= Beginning of Section =

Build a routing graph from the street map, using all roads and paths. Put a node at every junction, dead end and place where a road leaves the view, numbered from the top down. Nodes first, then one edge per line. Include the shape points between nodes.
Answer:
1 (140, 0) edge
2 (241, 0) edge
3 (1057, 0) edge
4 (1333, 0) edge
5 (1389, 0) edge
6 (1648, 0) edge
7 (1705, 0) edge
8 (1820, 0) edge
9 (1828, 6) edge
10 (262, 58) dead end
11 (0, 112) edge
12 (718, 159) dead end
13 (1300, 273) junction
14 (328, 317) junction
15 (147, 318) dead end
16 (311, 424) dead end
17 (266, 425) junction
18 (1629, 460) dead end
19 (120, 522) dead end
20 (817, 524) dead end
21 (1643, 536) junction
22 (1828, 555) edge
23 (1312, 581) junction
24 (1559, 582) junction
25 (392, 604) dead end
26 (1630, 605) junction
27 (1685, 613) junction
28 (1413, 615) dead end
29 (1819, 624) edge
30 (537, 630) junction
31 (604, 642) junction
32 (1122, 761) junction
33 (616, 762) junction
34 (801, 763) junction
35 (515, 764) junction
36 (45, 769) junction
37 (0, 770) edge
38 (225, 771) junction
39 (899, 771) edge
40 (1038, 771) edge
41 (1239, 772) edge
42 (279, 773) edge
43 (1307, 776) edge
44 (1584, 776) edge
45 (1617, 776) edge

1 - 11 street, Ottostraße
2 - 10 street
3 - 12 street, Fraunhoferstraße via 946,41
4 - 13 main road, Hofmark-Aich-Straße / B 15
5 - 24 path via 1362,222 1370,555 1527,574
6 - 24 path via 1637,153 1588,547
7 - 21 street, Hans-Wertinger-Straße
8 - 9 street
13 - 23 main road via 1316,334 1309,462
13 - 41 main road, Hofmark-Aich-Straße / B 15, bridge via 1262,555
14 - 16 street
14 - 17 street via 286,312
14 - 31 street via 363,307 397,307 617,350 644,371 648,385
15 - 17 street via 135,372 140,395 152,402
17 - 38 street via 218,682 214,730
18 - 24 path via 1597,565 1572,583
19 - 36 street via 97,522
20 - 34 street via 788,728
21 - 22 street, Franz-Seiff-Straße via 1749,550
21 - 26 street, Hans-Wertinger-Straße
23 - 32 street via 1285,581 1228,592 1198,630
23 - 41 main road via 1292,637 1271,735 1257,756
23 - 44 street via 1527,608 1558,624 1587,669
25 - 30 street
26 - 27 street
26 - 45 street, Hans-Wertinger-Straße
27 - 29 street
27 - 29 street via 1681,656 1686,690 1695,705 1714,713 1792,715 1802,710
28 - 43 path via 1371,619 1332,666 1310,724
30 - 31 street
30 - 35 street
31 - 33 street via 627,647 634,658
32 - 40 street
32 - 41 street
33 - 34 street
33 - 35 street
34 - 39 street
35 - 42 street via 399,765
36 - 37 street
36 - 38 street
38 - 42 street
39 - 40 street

= End of Section =

- REQUIREMENT -
Within the entries above, report how many lines contain the word "Hans"; the figure is all that is wanted.

- YOUR SOLUTION -
3